Data:
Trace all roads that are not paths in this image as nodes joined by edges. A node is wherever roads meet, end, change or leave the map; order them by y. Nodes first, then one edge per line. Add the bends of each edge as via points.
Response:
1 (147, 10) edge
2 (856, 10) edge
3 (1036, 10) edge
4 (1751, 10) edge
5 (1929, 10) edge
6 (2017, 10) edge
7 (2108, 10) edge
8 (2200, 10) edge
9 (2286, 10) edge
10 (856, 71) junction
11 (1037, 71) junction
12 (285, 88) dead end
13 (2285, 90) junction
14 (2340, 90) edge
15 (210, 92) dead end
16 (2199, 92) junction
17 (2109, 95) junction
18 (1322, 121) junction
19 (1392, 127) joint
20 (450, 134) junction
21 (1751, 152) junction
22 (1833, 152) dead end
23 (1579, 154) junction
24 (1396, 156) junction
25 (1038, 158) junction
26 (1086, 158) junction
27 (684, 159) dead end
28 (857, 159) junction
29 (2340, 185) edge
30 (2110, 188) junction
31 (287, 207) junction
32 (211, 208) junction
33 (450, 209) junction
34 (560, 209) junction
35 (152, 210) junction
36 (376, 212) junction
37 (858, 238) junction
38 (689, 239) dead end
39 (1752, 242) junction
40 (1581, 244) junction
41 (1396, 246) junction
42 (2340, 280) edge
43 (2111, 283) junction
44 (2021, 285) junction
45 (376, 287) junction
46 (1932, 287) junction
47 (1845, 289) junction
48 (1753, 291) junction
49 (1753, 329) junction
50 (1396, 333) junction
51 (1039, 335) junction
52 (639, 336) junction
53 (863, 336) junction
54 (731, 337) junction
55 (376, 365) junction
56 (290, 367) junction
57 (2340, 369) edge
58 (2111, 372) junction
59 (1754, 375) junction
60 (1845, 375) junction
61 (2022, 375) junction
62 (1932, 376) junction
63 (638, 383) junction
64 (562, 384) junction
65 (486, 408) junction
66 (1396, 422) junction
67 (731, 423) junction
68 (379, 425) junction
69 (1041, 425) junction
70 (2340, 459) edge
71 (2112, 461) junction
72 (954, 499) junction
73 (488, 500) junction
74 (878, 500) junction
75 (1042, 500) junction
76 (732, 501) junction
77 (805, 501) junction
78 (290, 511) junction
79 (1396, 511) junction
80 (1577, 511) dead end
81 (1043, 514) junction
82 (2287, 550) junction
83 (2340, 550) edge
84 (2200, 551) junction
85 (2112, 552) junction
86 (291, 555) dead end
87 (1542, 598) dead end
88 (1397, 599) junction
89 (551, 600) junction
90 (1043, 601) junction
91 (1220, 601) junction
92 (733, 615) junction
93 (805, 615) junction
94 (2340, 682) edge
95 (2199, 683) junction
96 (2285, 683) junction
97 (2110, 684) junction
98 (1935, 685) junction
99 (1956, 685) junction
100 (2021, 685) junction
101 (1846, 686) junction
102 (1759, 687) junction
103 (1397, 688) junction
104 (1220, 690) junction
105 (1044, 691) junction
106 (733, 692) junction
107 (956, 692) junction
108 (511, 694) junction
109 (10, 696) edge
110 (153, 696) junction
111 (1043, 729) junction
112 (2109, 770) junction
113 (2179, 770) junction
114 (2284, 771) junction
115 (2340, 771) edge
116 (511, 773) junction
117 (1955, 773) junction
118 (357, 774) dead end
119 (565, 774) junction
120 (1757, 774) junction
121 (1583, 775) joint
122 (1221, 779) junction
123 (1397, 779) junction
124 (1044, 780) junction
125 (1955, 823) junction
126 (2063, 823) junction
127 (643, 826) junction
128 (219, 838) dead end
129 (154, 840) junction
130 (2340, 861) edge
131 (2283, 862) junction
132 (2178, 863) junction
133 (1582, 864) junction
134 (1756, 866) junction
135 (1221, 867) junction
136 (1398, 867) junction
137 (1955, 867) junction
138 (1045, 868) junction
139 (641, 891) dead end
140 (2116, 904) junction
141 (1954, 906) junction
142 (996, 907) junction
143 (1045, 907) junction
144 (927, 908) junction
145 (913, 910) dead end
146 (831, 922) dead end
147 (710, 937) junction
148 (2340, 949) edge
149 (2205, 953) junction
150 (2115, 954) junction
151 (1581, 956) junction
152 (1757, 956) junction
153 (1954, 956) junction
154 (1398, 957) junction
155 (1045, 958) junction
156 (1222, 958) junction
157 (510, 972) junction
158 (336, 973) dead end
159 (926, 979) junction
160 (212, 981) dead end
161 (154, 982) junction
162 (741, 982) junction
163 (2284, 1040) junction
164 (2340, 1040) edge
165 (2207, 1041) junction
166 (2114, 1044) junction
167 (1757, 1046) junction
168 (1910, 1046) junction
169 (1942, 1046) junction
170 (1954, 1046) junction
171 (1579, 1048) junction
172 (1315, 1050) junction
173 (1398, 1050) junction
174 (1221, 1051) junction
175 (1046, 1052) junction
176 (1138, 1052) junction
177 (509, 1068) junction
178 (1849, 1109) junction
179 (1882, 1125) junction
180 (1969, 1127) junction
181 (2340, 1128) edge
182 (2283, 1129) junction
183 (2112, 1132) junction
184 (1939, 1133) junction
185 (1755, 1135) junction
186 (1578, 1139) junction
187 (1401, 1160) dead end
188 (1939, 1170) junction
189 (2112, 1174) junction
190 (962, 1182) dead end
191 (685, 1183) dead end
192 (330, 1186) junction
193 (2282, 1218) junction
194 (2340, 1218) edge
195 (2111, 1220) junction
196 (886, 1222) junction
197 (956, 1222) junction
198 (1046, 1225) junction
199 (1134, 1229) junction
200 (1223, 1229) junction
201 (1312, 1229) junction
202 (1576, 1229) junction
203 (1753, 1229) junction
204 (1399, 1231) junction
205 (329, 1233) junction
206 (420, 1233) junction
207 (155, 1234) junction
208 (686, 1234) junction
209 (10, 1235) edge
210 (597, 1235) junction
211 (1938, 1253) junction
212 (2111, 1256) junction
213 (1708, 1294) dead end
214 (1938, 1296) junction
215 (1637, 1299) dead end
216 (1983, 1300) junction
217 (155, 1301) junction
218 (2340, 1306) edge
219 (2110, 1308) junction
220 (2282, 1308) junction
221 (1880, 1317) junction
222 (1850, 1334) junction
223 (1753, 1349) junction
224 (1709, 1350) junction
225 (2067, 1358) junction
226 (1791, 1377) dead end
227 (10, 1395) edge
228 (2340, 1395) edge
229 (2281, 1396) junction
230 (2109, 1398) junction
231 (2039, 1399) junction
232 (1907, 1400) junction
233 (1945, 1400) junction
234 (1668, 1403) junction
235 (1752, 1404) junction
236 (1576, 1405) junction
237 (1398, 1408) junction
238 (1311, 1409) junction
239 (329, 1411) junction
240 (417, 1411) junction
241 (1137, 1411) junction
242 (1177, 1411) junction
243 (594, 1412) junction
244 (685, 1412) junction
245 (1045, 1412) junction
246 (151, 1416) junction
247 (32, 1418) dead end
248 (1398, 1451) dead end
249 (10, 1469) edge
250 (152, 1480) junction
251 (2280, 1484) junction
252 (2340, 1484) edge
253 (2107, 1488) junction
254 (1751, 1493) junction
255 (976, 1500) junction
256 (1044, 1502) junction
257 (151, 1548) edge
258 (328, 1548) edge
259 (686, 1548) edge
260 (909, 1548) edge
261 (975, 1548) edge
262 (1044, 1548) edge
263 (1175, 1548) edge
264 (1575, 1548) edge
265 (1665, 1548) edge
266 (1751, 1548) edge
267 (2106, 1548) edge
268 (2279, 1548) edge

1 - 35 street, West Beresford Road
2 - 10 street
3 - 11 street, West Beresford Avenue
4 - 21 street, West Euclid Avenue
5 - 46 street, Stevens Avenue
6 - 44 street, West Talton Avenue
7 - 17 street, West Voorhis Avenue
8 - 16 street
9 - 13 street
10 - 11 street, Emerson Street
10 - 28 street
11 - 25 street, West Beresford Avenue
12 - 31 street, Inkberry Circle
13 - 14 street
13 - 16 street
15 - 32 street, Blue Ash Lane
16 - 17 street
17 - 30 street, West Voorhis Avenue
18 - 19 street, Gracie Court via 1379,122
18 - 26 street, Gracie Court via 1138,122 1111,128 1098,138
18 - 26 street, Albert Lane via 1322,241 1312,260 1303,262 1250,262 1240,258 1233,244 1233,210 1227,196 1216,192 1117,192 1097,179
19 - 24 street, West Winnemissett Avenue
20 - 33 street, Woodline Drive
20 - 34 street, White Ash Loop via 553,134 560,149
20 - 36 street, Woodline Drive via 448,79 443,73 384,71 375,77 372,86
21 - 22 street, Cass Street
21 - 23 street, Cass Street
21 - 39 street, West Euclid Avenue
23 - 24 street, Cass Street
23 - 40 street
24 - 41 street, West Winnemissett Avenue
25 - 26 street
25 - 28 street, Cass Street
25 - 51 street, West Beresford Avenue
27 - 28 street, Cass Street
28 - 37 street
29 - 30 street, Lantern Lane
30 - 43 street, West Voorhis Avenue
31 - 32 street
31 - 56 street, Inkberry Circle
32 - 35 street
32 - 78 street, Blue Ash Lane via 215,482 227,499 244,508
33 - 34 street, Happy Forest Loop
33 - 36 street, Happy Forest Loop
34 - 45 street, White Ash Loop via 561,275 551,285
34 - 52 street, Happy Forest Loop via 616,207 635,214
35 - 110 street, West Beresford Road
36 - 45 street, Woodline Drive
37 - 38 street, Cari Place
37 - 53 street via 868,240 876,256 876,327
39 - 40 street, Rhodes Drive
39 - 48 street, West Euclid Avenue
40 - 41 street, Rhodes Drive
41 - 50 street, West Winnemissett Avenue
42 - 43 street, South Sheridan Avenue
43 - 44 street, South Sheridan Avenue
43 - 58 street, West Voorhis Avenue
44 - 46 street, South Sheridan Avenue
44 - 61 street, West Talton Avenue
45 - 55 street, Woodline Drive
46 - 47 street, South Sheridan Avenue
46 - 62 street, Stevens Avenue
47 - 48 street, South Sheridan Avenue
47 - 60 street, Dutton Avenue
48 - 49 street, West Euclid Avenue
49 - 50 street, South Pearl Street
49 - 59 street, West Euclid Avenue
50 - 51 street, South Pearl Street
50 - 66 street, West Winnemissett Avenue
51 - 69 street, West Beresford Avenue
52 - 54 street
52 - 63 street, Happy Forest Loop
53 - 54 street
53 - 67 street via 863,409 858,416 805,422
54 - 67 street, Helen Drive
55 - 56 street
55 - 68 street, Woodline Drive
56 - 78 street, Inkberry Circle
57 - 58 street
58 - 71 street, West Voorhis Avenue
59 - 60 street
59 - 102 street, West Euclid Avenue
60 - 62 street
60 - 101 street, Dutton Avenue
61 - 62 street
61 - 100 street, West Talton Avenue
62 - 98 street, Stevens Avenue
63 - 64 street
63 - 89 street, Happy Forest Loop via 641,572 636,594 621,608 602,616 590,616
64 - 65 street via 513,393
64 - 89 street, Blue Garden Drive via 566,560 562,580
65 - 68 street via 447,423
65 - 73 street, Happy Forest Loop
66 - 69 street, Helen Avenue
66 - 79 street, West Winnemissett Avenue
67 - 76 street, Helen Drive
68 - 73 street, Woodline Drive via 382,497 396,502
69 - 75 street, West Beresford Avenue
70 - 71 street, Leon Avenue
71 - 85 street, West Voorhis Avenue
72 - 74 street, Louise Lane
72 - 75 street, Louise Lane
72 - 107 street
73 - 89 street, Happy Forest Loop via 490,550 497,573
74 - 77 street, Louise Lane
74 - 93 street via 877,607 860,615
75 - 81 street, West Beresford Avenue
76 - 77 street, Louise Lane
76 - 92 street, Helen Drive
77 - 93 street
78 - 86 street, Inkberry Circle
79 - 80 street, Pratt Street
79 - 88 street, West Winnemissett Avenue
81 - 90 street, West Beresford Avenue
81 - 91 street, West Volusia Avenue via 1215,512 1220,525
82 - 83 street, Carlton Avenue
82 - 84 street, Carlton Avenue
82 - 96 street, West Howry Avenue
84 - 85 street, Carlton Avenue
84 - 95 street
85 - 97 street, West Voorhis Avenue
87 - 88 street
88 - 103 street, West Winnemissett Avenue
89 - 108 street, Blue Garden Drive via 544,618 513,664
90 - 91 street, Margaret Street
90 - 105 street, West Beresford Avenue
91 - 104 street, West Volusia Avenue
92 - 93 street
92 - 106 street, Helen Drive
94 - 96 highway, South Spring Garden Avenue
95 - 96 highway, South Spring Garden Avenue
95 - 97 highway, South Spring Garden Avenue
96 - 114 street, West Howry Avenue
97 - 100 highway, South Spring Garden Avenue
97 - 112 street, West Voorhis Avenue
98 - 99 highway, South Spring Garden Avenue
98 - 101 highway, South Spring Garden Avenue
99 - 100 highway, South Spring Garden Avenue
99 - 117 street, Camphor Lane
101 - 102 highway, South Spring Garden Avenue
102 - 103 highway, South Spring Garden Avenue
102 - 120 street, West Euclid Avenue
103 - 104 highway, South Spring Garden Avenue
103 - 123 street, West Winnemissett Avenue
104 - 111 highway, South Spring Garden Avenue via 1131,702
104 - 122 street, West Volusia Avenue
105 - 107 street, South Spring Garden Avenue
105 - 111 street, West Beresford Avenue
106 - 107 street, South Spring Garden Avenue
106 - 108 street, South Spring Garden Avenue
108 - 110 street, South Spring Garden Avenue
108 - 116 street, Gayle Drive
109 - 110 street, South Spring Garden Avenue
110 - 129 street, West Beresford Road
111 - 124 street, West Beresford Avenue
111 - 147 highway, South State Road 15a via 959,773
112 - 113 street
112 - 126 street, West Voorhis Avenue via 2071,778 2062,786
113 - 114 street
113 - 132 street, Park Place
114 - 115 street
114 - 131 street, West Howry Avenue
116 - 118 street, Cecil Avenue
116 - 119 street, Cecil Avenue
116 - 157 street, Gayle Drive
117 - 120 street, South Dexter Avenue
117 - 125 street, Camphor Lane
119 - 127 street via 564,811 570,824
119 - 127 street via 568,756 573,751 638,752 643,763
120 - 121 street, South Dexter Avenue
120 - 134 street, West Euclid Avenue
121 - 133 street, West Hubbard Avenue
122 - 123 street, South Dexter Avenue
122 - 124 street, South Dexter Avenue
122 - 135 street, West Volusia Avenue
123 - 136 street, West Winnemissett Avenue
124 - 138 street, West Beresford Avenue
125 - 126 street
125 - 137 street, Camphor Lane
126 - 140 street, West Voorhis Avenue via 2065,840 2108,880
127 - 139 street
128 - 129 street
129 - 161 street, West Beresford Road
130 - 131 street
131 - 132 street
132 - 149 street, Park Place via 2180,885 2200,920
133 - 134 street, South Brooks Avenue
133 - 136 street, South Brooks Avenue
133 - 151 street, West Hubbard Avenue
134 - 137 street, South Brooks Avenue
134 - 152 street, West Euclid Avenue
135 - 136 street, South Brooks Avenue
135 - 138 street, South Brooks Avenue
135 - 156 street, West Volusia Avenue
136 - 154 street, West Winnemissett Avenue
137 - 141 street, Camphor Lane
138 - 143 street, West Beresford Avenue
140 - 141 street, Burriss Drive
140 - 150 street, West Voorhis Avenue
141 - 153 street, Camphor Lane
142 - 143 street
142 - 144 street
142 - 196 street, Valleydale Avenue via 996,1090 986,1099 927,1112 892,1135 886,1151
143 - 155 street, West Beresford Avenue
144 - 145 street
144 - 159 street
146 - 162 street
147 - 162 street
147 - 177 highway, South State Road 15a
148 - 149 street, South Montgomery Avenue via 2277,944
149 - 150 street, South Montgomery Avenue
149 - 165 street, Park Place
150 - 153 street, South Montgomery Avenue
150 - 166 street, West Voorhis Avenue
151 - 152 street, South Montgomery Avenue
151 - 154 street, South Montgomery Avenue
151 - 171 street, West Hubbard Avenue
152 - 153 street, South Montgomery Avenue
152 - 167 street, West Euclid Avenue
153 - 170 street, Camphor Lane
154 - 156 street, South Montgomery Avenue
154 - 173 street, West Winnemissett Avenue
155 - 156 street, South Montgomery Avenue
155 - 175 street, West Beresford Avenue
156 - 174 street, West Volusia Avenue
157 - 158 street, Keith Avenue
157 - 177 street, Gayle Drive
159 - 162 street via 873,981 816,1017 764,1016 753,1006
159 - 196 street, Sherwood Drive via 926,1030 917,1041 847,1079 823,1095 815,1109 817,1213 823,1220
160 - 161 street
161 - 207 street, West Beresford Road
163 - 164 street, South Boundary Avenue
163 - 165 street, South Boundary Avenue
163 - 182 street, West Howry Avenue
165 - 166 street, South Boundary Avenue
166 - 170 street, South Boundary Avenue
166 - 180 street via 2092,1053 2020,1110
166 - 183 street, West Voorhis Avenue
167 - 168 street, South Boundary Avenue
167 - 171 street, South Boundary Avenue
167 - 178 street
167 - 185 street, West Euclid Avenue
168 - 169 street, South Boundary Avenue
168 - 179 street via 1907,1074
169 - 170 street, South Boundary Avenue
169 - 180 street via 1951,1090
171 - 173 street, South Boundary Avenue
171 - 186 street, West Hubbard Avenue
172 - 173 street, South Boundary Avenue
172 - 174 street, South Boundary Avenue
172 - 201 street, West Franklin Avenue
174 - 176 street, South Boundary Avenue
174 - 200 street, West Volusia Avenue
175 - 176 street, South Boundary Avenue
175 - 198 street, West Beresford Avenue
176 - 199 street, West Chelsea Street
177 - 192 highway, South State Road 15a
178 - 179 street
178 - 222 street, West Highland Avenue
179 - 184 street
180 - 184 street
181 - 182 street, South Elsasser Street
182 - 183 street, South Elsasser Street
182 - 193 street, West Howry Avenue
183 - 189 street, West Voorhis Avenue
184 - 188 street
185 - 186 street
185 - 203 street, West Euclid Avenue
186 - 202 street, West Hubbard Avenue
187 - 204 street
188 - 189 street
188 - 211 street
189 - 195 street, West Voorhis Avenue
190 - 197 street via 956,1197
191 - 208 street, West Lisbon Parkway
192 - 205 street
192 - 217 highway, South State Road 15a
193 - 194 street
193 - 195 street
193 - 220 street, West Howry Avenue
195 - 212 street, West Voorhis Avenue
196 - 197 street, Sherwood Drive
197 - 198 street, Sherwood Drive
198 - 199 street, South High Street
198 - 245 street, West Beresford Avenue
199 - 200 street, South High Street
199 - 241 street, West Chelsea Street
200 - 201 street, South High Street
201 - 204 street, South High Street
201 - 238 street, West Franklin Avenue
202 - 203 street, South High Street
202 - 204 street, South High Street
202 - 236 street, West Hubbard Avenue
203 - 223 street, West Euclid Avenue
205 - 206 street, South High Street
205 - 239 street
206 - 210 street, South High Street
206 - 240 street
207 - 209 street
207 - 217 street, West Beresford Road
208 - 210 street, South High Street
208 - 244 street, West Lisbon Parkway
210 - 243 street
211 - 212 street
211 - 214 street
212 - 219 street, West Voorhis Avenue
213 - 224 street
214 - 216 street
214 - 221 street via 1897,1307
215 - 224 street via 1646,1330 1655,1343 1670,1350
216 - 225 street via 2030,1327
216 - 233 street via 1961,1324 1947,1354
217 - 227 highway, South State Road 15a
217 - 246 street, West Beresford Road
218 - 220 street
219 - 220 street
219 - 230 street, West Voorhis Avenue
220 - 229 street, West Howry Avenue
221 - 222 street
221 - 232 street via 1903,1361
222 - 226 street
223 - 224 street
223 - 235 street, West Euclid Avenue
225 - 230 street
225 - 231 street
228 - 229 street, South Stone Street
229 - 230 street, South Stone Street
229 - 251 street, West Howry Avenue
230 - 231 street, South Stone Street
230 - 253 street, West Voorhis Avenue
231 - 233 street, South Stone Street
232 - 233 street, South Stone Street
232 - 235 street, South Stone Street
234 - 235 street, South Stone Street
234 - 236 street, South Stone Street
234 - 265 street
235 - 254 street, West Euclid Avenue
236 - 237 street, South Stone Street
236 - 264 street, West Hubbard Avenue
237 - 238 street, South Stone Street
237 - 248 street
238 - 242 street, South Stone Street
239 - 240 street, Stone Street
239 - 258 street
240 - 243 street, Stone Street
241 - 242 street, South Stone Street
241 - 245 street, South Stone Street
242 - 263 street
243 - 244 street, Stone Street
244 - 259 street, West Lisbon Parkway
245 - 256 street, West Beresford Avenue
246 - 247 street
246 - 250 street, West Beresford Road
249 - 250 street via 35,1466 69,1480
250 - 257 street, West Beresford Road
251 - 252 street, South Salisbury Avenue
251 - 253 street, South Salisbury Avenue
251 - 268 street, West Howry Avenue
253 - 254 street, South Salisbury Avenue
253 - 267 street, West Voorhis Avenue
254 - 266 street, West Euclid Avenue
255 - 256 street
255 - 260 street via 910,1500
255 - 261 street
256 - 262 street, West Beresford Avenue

Your instructions: Pick each line holding the word "Gayle" out of the listing.

Answer to the problem:
108 - 116 street, Gayle Drive
116 - 157 street, Gayle Drive
157 - 177 street, Gayle Drive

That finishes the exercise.